As a society we have gradually come to accept and acknowledge that, even where the motives are honourable, and even where the child stands to benefit in some way, neither the state nor self-interested individuals have the right to separate a child from his or her biological family unnecessarily.
In the context of the sexual union of a man and a woman, the prospect of protecting the child’s basic right, and of preserving the biological integrity of the family from cradle to grave, provides a powerful and unique rationale for encouraging lifelong, exclusive fidelity between spouses.

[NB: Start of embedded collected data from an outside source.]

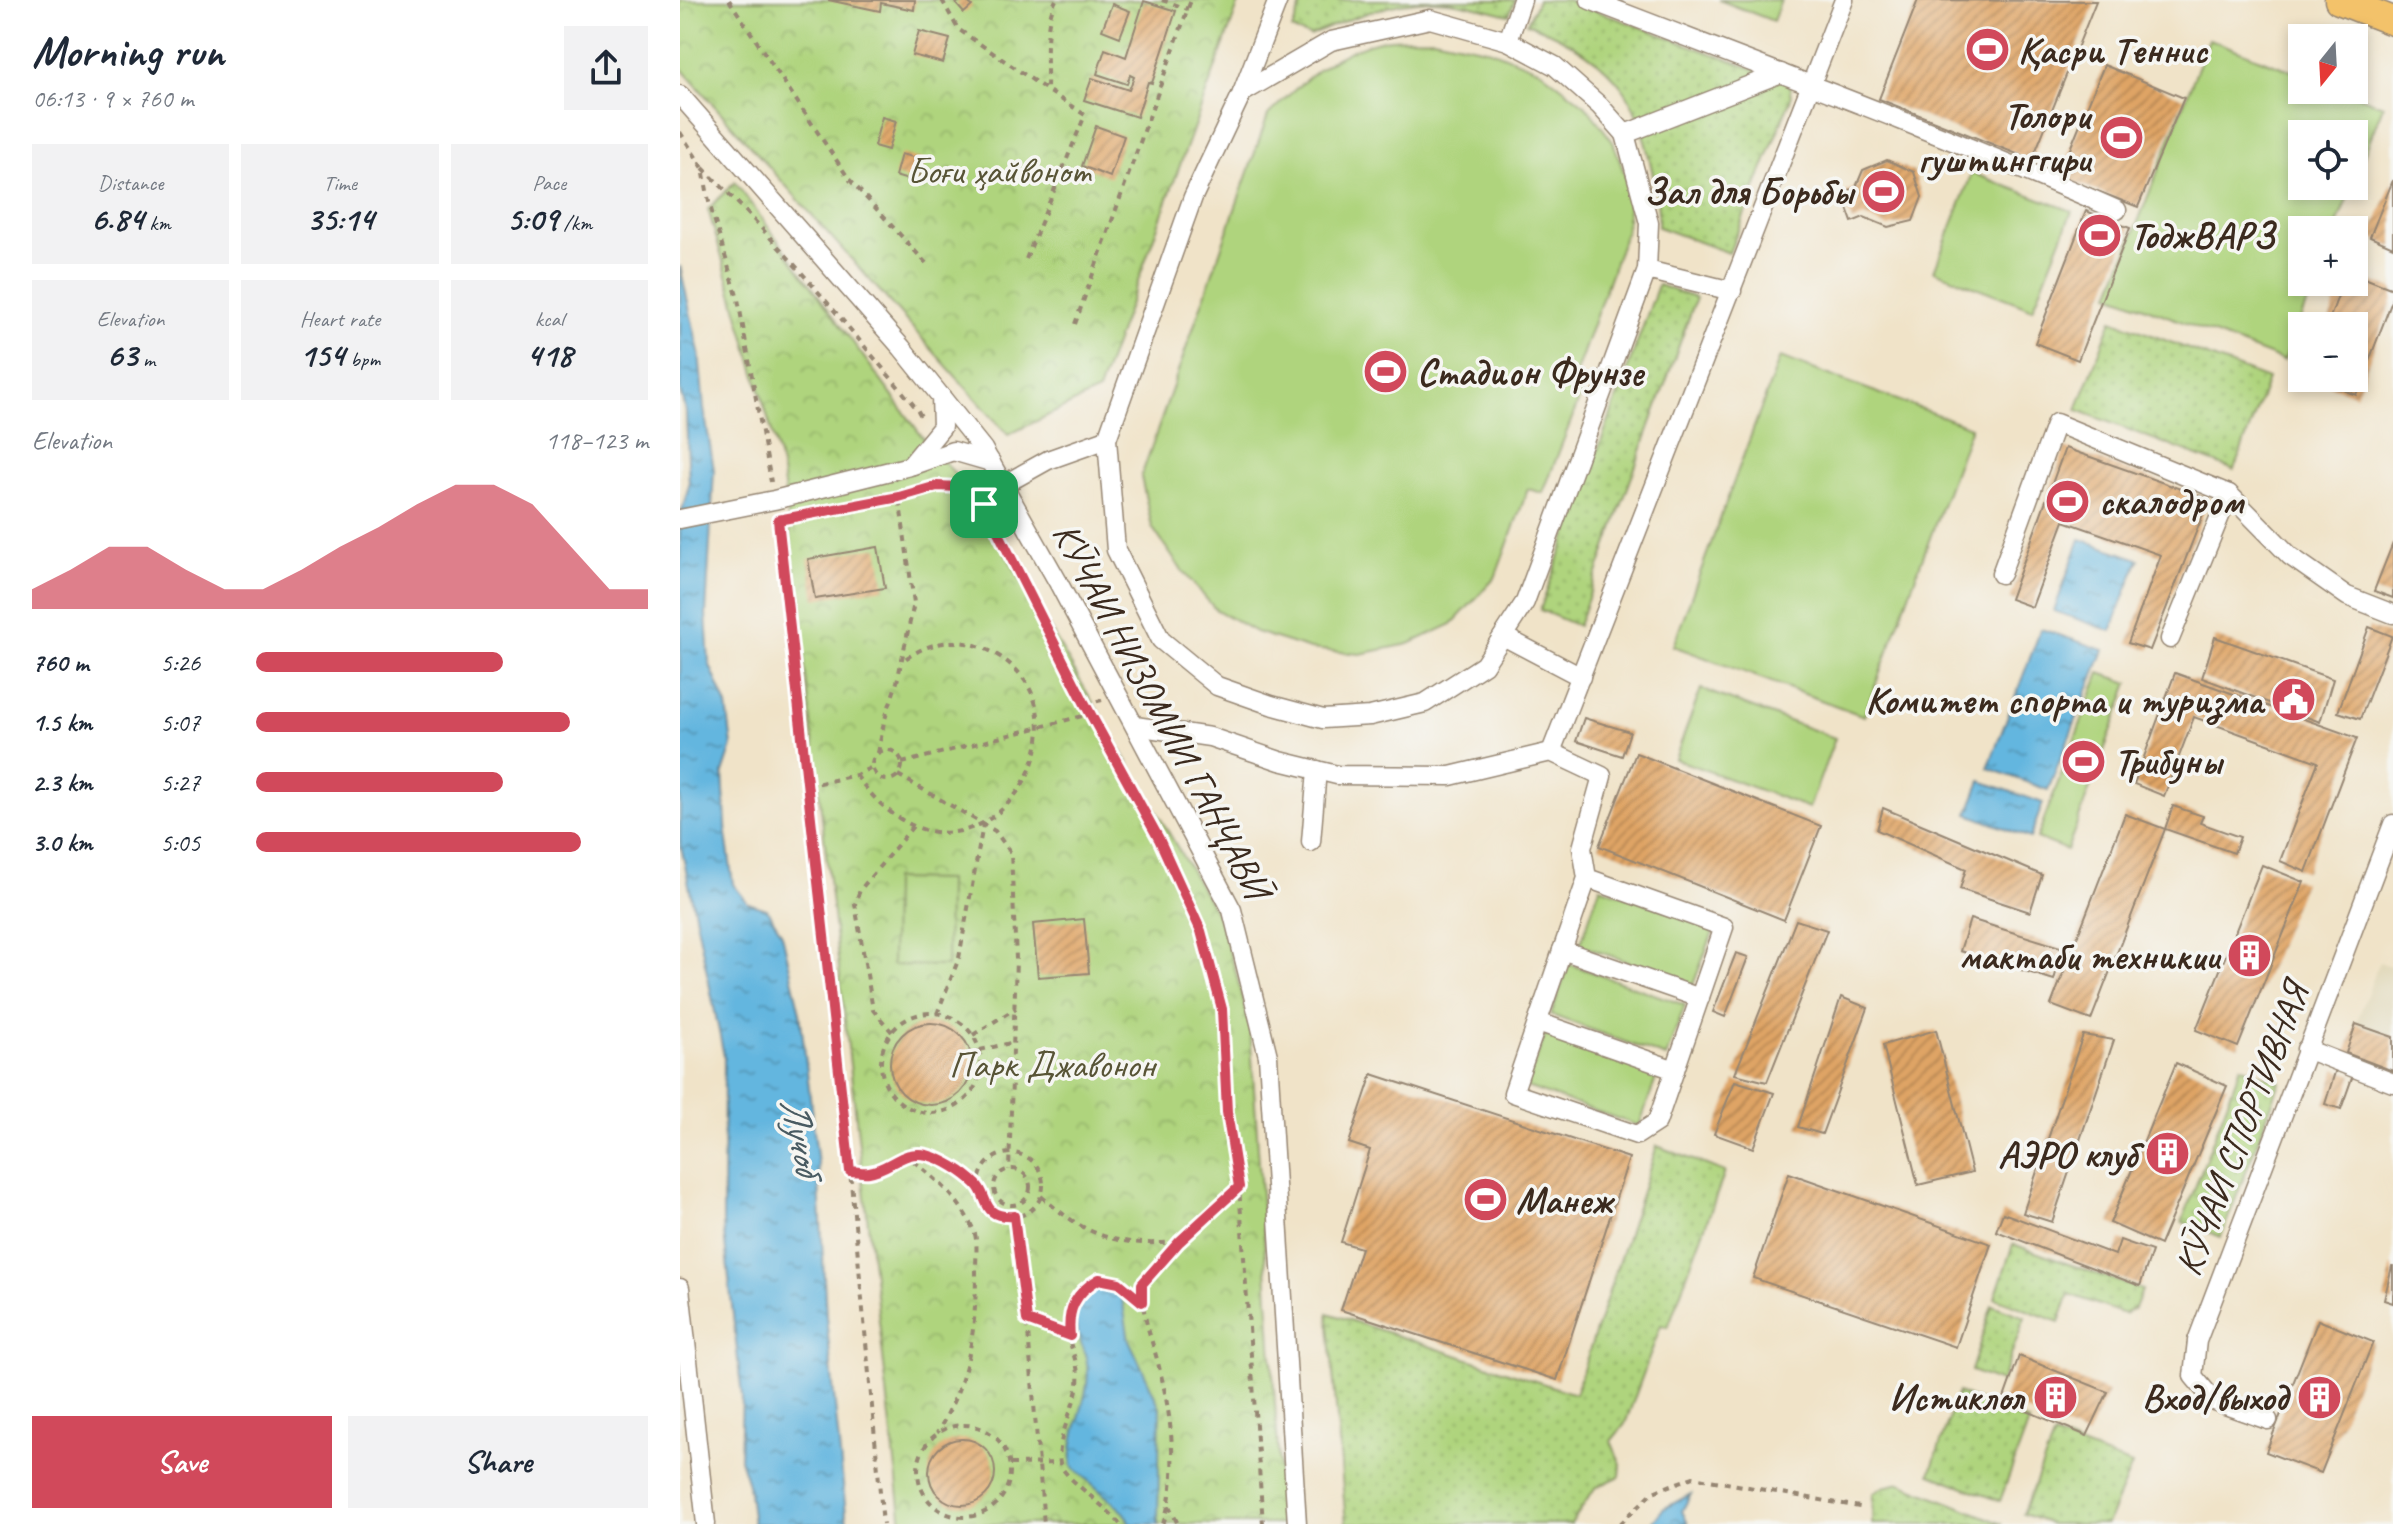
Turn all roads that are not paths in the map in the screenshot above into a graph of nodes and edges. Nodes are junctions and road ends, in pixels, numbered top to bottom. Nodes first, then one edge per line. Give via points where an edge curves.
1 (1278, 0) edge
2 (1522, 0) edge
3 (1590, 0) edge
4 (1844, 0) edge
5 (2339, 0) edge
6 (2393, 21) edge
7 (1508, 41) junction
8 (1781, 73) junction
9 (1812, 85) junction
10 (1242, 93) junction
11 (680, 95) edge
12 (1625, 134) junction
13 (2117, 210) dead end
14 (1647, 270) junction
15 (1732, 291) junction
16 (941, 396) junction
17 (1107, 439) junction
18 (991, 462) junction
19 (910, 466) junction
20 (1005, 484) junction
21 (2229, 494) junction
22 (680, 519) edge
23 (2001, 574) dead end
24 (2393, 614) edge
25 (1503, 636) junction
26 (2170, 639) dead end
27 (1581, 677) junction
28 (1135, 726) junction
29 (1551, 752) junction
30 (1317, 770) junction
31 (2393, 824) edge
32 (1311, 842) dead end
33 (1587, 878) junction
34 (1562, 950) junction
35 (1700, 998) junction
36 (1538, 1022) junction
37 (2306, 1049) junction
38 (1675, 1070) junction
39 (2393, 1083) edge
40 (680, 1288) edge
41 (2268, 1420) dead end
42 (706, 1524) edge
43 (1297, 1524) edge

1 - 10 street
2 - 7 street
3 - 8 street
4 - 9 street
5 - 6 highway
7 - 10 street via 1430,19 1331,41
7 - 12 street via 1555,66
8 - 9 street
8 - 12 street
9 - 13 street
9 - 15 street
10 - 17 street via 1193,197
11 - 16 street, КӮЧАИ НИЗОМИИ ГАНҶАВӢ
12 - 14 street via 1649,223
14 - 15 street
14 - 25 street via 1525,602
15 - 27 street
16 - 18 street, КӮЧАИ НИЗОМИИ ГАНҶАВӢ
16 - 19 street via 942,427
17 - 20 street via 1048,460
17 - 25 street via 1116,550 1161,640 1217,686 1323,719 1370,716 1425,703 1484,665
18 - 19 street via 953,451
18 - 20 street, КӮЧАИ НИЗОМИИ ГАНҶАВӢ
19 - 22 street
20 - 28 street, КӮЧАИ НИЗОМИИ ГАНҶАВӢ
21 - 23 street via 2056,423
21 - 24 street via 2290,556 2347,596
21 - 26 street
25 - 27 street
27 - 29 street
28 - 30 street via 1210,737
28 - 43 street, КӮЧАИ НИЗОМИИ ГАНҶАВӢ via 1232,910 1268,1056
29 - 30 street via 1450,776 1337,775
29 - 33 street via 1602,776 1582,848
30 - 32 street
31 - 37 street, КӮЧАИ СПОРТИВНАЯ
33 - 34 street
33 - 35 street via 1724,927
34 - 35 street
34 - 36 street
35 - 38 street
36 - 38 street
36 - 38 street via 1513,1093 1637,1135 1657,1122
37 - 39 street
37 - 41 street, КӮЧАИ СПОРТИВНАЯ via 2197,1341 2193,1376 2214,1401
40 - 42 street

In this regard, it is noteworthy that, according to a 2004 report by the Australian Institute of Family Studies, 73.6 per cent of children under 18 in Australia do in fact live with their biological parents in intact families. It is a statistic one expects most Australians would applaud: the more children growing up in such circumstances, the better.
The institution of marriage is instrumental in realising this ideal, by binding a man, a woman and their biological children in a stable family unit. Ultimately, in the context of the lifelong, male-female sexual union, the rights of children and the rights of adults do not compete.

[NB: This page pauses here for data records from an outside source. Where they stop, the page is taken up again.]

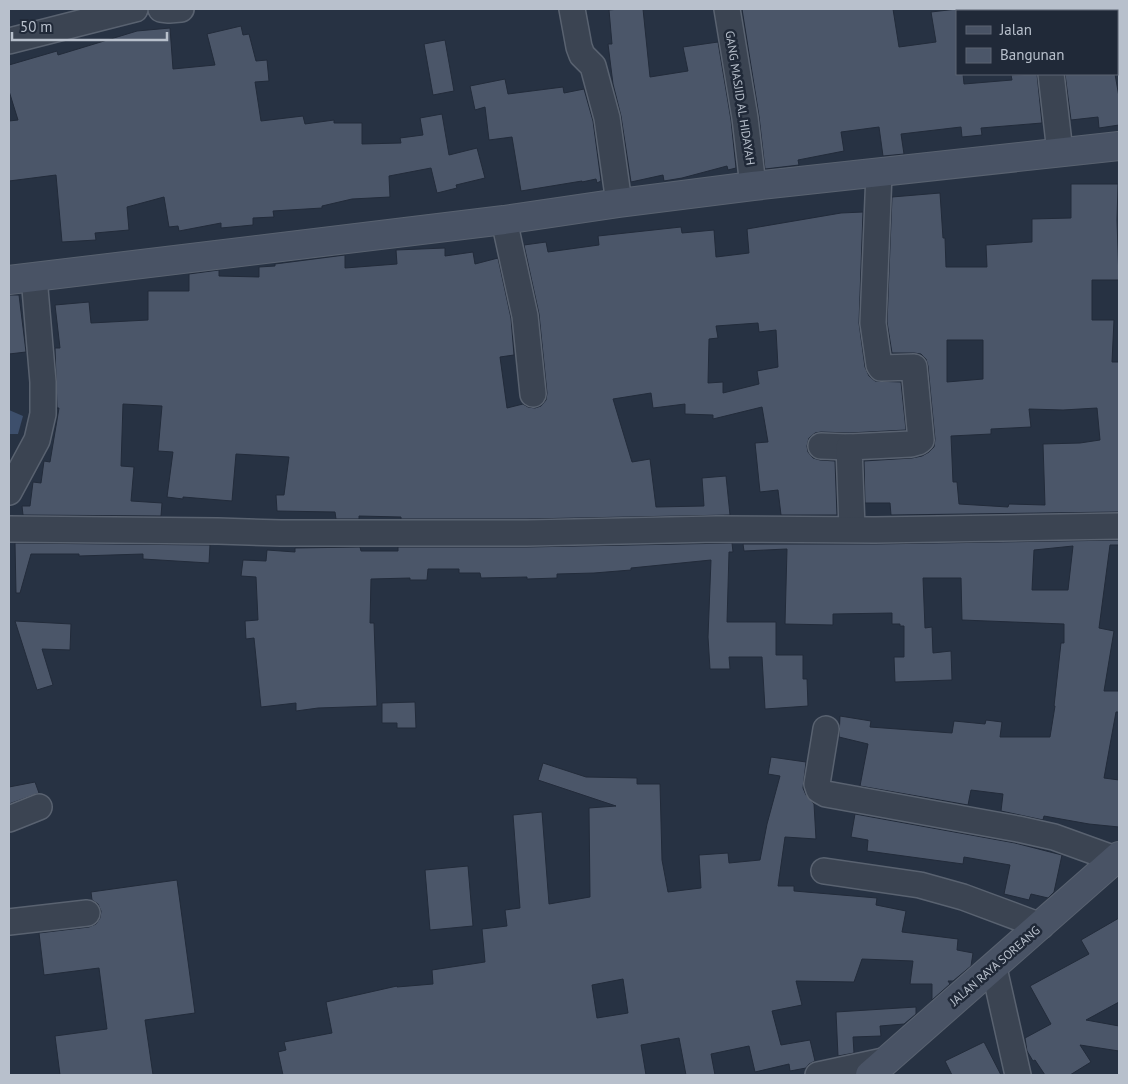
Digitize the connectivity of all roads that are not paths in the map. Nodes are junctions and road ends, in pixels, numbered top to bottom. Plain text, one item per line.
1 (132, 9) edge
2 (161, 9) edge
3 (181, 9) edge
4 (572, 9) edge
5 (727, 9) edge
6 (9, 41) edge
7 (1051, 75) edge
8 (1119, 146) edge
9 (1060, 152) junction
10 (879, 173) junction
11 (753, 186) junction
12 (619, 203) junction
13 (504, 220) junction
14 (21, 278) edge
15 (533, 394) dead end
16 (821, 446) dead end
17 (849, 447) junction
18 (9, 492) edge
19 (1119, 526) edge
20 (852, 528) junction
21 (9, 529) edge
22 (826, 729) dead end
23 (39, 807) dead end
24 (9, 819) edge
25 (1117, 857) edge
26 (824, 871) dead end
27 (88, 913) dead end
28 (9, 922) edge
29 (1041, 926) junction
30 (994, 968) junction
31 (879, 1068) edge
32 (818, 1075) edge
33 (1018, 1075) edge

1 - 6 street
2 - 3 street
4 - 12 street
5 - 11 street, GANG MASJID AL HIDAYAH
7 - 9 street
8 - 9 street
9 - 10 street
10 - 11 street
10 - 17 street
11 - 12 street
12 - 13 street
13 - 14 street
13 - 15 street
14 - 18 street
16 - 17 street
17 - 20 street
19 - 20 street
20 - 21 street
22 - 25 street
23 - 24 street
25 - 29 street, JALAN RAYA SOREANG
26 - 29 street
27 - 28 street
29 - 30 street, JALAN RAYA SOREANG
30 - 31 street, JALAN RAYA SOREANG
30 - 33 street
31 - 32 street

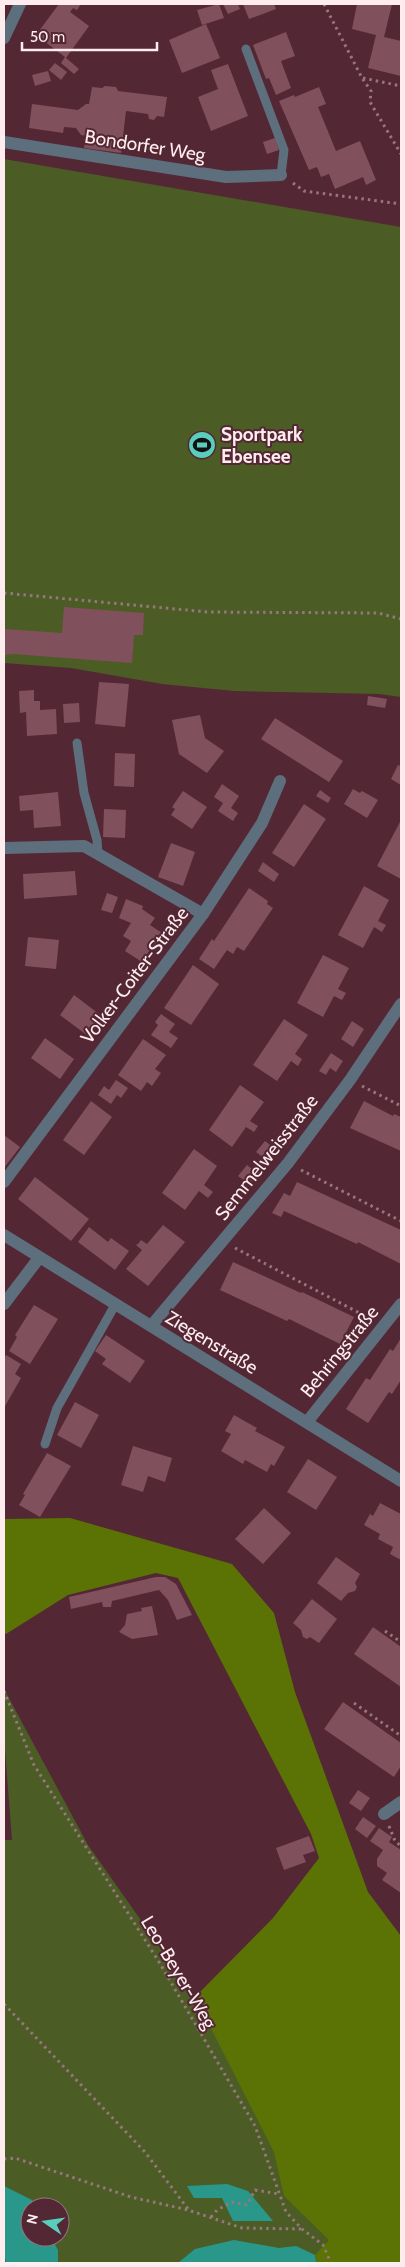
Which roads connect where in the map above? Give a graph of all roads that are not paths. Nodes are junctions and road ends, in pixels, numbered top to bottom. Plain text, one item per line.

The same cannot be said for the union of same-sex couples. For, even though there may be some benefits associated with the decision of two men or two women to commit to one another for life, such relationships are not inherently oriented towards creating children, and, as such, the state simply does not have the same interest in two men or two women promising exclusive fidelity to one another “for as long as they both shall live”.
Moreover, while it is true that in the minority of cases where same-sex couples are raising children, such a commitment may provide stability for children, it also perpetuates the unavoidable denial of the child’s right to know and be cared for by his or her biological mum and dad. The adults’ interests effectively displace certain of the child’s most basic human rights.
These observations about the nature of different kinds of relationships illustrate that the state’s interest in establishing a legally binding institution for the lifelong, exclusive union of a man and a woman is unique, and that the rationale behind the institution does not readily transfer to same-sex relationships. It important to note, however, that there is nothing at all preventing any two (or more) people from privately committing to one another on whatever terms they choose.
As a community, we face formidable challenges in responding to the needs and interests of same-sex attracted persons, same-sex couples, and any of their children, and in ensuring that all are afforded due respect, dignity and equality before the law. We must work to ensure that gay and lesbian Australians are not made to feel like “nameless, faceless people who live on the margins of society”, as Andrew Barr has rightfully asserted. But responding to these challenges does not mean that we must redefine marriage, and in doing so, reject the unique importance of the heterosexual union.
Whether out of self-interest or out of fear of causing offence, we have in recent decades become increasingly reluctant to acknowledge that among the myriad relationships that colour human society, the lifelong, exclusive heterosexual union stands apart as being especially significant. But it does.
Rather than denying the fact by redefining marriage to include same-sex couples, legislators should be encouraged to confidently affirm it.
Doing so in the midst of an emotionally charged debate will not be easy; but an objective, dispassionate approach to the marriage debate is vital if sound public policy is to prevail.
Tim Cannon is a spokesman for the Australian Family Association.